For the records that follow, give the number of lines containing the word "Boulevard", with no added text.

§ DATA TO EXAMINE

*-*-*

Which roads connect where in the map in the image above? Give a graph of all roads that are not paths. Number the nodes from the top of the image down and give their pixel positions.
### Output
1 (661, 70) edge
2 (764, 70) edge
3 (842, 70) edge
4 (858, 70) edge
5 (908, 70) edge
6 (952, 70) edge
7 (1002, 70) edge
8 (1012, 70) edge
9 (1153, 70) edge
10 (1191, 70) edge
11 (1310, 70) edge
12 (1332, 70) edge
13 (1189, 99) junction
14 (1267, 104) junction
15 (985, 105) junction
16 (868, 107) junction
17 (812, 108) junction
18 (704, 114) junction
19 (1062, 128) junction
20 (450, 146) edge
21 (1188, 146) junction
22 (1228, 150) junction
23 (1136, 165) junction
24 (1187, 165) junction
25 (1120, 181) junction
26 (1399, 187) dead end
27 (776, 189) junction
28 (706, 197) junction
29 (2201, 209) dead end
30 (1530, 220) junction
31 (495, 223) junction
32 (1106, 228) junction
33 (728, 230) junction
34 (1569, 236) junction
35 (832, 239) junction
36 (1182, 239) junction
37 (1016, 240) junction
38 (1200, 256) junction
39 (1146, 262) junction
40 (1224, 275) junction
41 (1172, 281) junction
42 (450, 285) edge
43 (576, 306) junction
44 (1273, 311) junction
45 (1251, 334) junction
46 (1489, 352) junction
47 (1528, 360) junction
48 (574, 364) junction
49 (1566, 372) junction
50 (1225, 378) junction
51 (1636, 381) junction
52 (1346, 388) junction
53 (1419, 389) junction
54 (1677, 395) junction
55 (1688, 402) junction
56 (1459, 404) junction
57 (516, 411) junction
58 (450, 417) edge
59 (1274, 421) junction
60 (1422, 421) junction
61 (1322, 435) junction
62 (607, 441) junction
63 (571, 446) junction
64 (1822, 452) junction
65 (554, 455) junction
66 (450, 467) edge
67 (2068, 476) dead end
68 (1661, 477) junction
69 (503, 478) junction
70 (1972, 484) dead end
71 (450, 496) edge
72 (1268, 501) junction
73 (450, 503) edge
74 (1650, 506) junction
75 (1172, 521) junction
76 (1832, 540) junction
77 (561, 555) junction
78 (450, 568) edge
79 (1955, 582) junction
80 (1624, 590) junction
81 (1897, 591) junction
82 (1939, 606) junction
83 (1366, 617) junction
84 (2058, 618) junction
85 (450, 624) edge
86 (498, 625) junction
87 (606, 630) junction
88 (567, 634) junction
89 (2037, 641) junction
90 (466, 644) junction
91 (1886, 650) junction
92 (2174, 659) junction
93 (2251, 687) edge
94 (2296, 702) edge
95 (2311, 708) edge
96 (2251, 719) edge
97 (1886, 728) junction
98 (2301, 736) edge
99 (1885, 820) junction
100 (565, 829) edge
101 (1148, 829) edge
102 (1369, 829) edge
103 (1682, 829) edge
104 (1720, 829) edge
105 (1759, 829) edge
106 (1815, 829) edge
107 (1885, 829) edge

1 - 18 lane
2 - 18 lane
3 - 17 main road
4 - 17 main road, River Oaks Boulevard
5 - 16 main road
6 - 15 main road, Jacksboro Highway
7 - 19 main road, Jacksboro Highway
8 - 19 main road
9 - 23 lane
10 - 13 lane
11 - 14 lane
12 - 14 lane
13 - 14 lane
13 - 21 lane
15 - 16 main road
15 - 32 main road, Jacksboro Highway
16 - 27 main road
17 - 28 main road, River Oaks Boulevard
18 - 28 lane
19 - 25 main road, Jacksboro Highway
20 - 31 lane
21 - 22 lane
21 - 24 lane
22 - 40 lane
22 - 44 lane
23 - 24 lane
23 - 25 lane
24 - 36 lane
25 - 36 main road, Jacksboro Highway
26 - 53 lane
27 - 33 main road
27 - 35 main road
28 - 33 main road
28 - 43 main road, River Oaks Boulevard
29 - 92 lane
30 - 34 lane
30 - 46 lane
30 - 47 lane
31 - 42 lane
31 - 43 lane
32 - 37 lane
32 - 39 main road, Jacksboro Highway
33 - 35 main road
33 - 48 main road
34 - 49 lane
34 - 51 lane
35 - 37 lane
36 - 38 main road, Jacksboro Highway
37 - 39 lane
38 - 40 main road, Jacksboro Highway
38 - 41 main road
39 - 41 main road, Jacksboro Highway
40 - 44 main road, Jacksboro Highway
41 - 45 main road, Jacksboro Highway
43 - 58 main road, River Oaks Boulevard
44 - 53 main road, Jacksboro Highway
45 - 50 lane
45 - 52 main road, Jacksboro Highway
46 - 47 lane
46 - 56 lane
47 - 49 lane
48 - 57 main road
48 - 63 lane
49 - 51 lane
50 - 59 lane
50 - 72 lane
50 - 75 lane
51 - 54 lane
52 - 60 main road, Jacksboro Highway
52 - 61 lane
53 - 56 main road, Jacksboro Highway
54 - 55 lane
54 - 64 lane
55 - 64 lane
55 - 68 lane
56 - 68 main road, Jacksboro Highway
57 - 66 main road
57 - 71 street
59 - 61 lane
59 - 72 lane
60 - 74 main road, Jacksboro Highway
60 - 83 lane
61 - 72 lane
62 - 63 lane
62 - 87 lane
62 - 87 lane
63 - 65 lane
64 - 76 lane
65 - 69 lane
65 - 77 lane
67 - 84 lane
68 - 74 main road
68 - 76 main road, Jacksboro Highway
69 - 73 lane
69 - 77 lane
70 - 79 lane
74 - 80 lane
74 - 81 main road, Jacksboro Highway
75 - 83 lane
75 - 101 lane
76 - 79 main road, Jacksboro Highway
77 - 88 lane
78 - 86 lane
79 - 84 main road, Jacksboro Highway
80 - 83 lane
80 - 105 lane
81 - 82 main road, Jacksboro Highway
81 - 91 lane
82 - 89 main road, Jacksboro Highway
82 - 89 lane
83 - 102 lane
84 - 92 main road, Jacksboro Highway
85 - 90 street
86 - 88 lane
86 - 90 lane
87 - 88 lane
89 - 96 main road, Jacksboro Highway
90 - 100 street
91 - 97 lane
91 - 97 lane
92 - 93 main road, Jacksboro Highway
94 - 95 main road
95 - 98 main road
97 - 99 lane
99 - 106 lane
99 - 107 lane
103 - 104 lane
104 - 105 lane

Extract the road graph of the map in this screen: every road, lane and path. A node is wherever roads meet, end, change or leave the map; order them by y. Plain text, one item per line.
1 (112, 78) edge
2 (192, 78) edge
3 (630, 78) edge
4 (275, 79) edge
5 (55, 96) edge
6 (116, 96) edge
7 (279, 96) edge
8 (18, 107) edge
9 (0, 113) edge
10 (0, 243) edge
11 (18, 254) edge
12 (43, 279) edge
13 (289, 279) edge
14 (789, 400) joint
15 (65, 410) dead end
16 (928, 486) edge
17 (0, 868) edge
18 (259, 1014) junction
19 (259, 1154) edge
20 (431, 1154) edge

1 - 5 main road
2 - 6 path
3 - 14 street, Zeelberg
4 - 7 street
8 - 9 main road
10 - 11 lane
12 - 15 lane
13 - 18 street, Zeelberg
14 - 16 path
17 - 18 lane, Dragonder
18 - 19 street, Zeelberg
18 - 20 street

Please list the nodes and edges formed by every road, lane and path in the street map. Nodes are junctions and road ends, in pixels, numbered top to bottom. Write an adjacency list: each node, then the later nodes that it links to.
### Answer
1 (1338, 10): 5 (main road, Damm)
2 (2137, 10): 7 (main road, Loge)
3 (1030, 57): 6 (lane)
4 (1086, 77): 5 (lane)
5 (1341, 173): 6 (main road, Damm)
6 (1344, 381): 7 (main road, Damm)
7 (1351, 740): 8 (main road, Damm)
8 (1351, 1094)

*-*-*

§ RESPONSE TO THIS EXERCISE
4